PROBLEM STATEMENT:
A faithful copy of all the entries is required, with no pictures in it.

[Opening RECORD SET section]

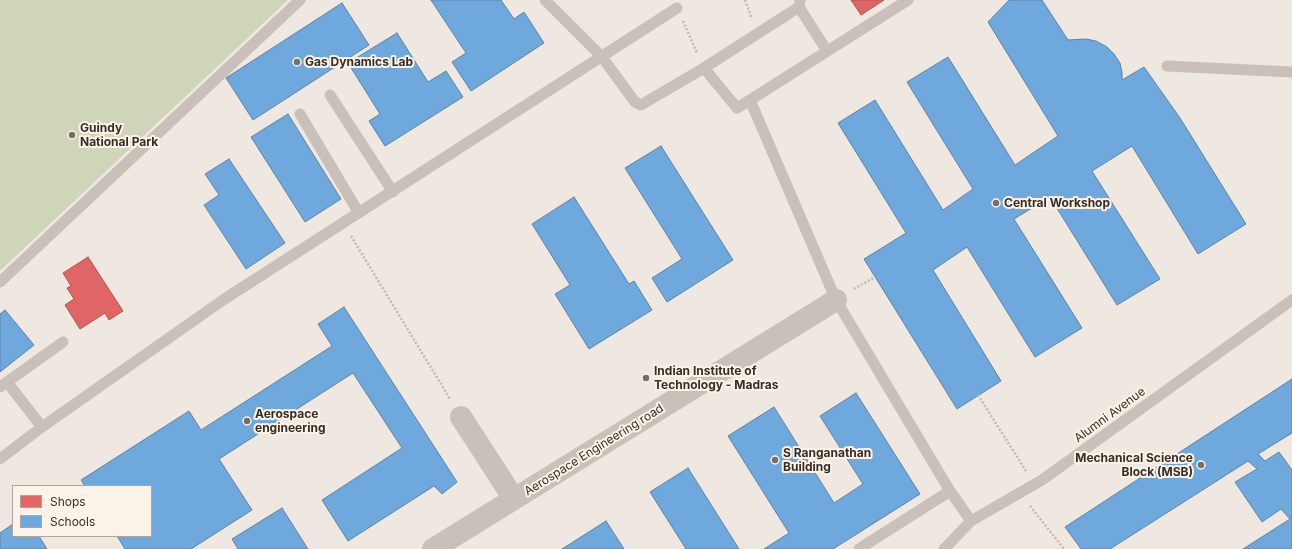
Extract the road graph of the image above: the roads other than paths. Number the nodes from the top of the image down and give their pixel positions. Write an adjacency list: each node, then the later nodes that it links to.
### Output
1 (300, 0): 16 (lane)
2 (545, 0): 7 (lane)
3 (908, 0): 6 (lane)
4 (800, 4): 6 (lane); 9 (lane)
5 (677, 8): 7 (lane)
6 (827, 51): 12 (lane)
7 (602, 56): 9 (lane); 14 (lane)
8 (1167, 66): 10 (lane)
9 (704, 68): 12 (lane)
10 (1292, 72)
11 (330, 94): 14 (lane)
12 (750, 100): 17 (lane)
13 (300, 114): 15 (lane)
14 (393, 192): 15 (lane)
15 (359, 213): 22 (lane)
16 (0, 282)
17 (836, 300): 24 (lane); 25 (street, Aerospace Engineering road)
18 (1292, 300): 26 (lane, Alumni Avenue)
19 (63, 342): 20 (lane)
20 (4, 384): 22 (lane)
21 (461, 417): 25 (street)
22 (42, 427): 23 (lane)
23 (0, 459)
24 (950, 491): 26 (lane); 28 (lane)
25 (514, 499): 27 (street, Aerospace Engineering road)
26 (971, 521): 29 (lane, Alumni Avenue)
27 (433, 549)
28 (859, 549)
29 (944, 549)

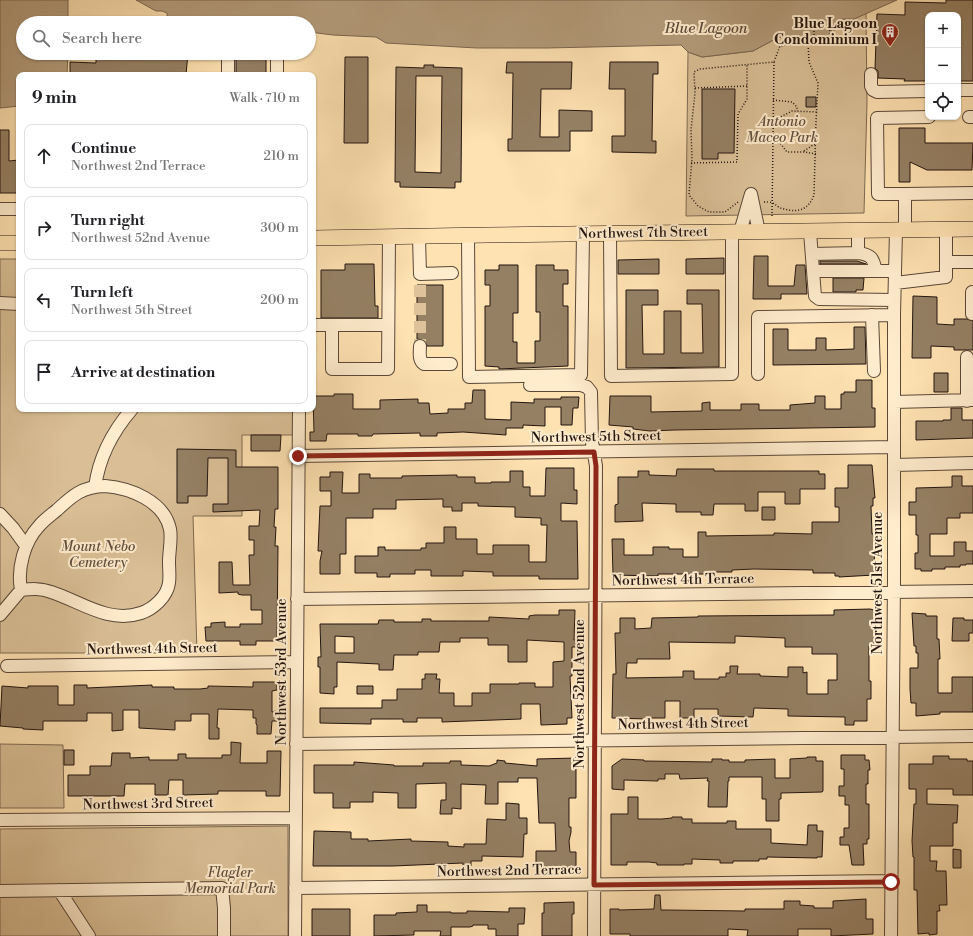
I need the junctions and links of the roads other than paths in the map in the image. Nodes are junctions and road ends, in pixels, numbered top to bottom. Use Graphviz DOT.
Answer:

[Closing RECORD SET section]

YOUR SOLUTION:
Extract the road graph of the image above: the roads other than paths. Number the nodes from the top of the image down and give their pixel positions. Write an adjacency list: each node, then the later nodes that it links to.
### Output
1 (300, 0): 16 (lane)
2 (545, 0): 7 (lane)
3 (908, 0): 6 (lane)
4 (800, 4): 6 (lane); 9 (lane)
5 (677, 8): 7 (lane)
6 (827, 51): 12 (lane)
7 (602, 56): 9 (lane); 14 (lane)
8 (1167, 66): 10 (lane)
9 (704, 68): 12 (lane)
10 (1292, 72)
11 (330, 94): 14 (lane)
12 (750, 100): 17 (lane)
13 (300, 114): 15 (lane)
14 (393, 192): 15 (lane)
15 (359, 213): 22 (lane)
16 (0, 282)
17 (836, 300): 24 (lane); 25 (street, Aerospace Engineering road)
18 (1292, 300): 26 (lane, Alumni Avenue)
19 (63, 342): 20 (lane)
20 (4, 384): 22 (lane)
21 (461, 417): 25 (street)
22 (42, 427): 23 (lane)
23 (0, 459)
24 (950, 491): 26 (lane); 28 (lane)
25 (514, 499): 27 (street, Aerospace Engineering road)
26 (971, 521): 29 (lane, Alumni Avenue)
27 (433, 549)
28 (859, 549)
29 (944, 549)

I need the junctions and links of the roads other than paths in the map in the image. Nodes are junctions and road ends, in pixels, numbered top to bottom. Use Graphviz DOT.
Answer:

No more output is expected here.